Unread postby Divalent » Fri Jun 04, 2010 12:49 am

This report is disturbing, because it appears to have been pursuasive. Most shocking thing to me is the paper "A Cost Benefit Analysis of a Pole Vaulting Helmet Requirement: Why the NFHS and Other Rulemaking Bodies Should Not Adopt Such a Rule": IMO it is shoddy scholarship and complete BS. Although the authors repeatedly claim (over and over and over again; its even in the friggin title of the paper!) they are doing a cost benefit analysis, they in fact DO NO SUCH THING! The only cost they measure is the cost of helmets (overstated, I might add, by about 66%). They measure/estimate no benefit. Yet they write as if they have proven the case. [Indeed, they claim "We can determine the "cost" of grave bodily injury or death of an individual" and that they can "we also can forecast the probability of these types of head injuries", but then fail to do exactly that! They just move on to the other side of the ledger!]
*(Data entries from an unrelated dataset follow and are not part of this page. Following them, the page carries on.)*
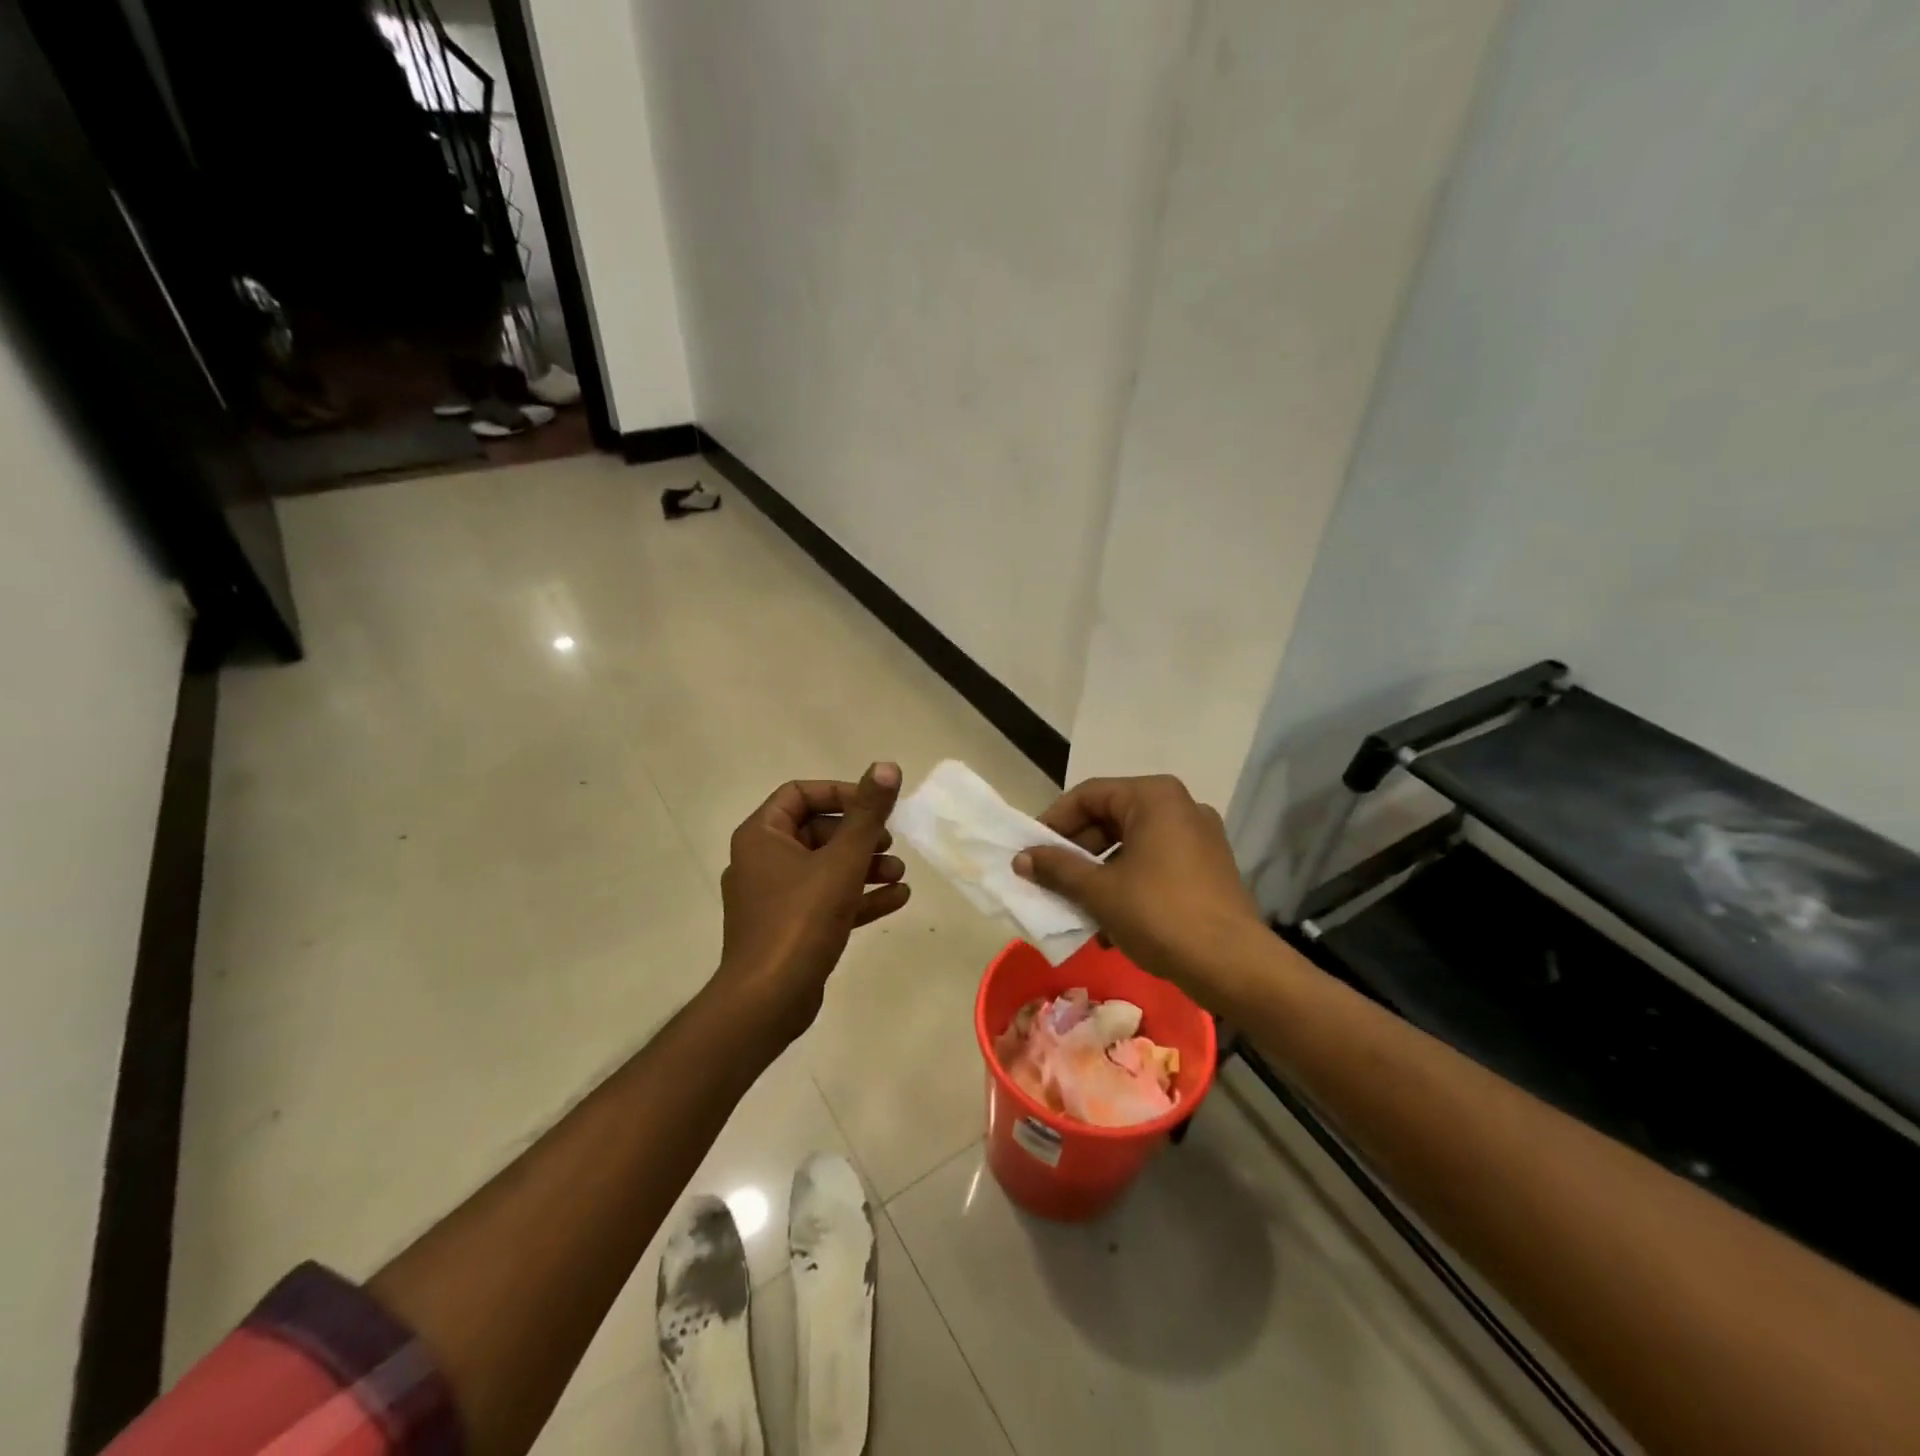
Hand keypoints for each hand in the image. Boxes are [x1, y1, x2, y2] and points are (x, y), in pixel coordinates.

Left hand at [712, 762, 909, 1045]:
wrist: (767, 1002)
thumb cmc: (800, 920)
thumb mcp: (841, 861)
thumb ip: (867, 814)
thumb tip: (887, 766)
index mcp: (762, 836)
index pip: (800, 794)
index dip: (841, 793)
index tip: (875, 807)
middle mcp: (763, 861)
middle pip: (817, 831)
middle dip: (860, 836)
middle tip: (890, 844)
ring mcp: (775, 898)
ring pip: (825, 868)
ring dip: (864, 867)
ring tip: (900, 875)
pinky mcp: (789, 928)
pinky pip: (826, 900)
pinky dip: (858, 896)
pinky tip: (898, 899)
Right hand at [1013, 775, 1260, 999]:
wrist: (1234, 966)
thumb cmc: (1160, 915)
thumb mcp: (1099, 891)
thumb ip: (1057, 869)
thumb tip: (1021, 859)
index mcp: (1154, 797)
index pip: (1088, 795)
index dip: (1053, 822)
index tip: (1030, 851)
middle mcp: (1180, 806)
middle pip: (1111, 818)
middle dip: (1076, 851)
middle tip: (1048, 879)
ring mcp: (1199, 837)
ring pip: (1132, 844)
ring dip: (1098, 872)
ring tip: (1074, 904)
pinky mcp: (1209, 867)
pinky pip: (1155, 863)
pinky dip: (1128, 882)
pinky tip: (1109, 920)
They make absolutely no analysis of the cost of hyperflexion injuries, the big cost they use to argue that helmets would be a "bad idea". I suspect the reason they didn't do this is because (AFAIK) there is not one reported instance of a hyperflexion injury on a pole vaulter that has been exacerbated by a helmet (certainly they cited none in this paper). Instead, the author merely wave their hands and come up with a "cost" (they declare it a "serious cost") that nullifies the cost of not wearing a helmet (which they similarly fail to estimate). This is shoddy scholarship and intellectually dishonest: shoddy scholarshop because they could have researched injuries of this type and produced at least some estimate of the prevalence and cost of such injuries; and dishonest because the title of the paper and the central thesis seems to promise you that they did a real cost-benefit analysis.

Quoting from their paper: "In addition to the likelihood of immediate injury, this hyperflexion caused by a helmet is also likely to cause significant long-term or chronic neck injuries. If one were to extrapolate, and try to calculate the number of repeated occurrences of these types of landings over several years of vaulting, it is clear a significant number of these hyperflexion landings will occur over the course of several years". They present no data at all about the likelihood of immediate data, yet that doesn't stop them from going beyond even that!

"... this hyperflexion caused by a helmet ..." is merely a speculative injury: they cite no instances of an injury caused (or exacerbated) by a helmet (let alone any "cost" of such an injury).

"...is also likely to cause significant long-term or chronic neck injuries..." This statement is outragous. Having not documented a single case of any injury caused by a helmet, they just assume they will occur, and so that balances out their cost benefit analysis.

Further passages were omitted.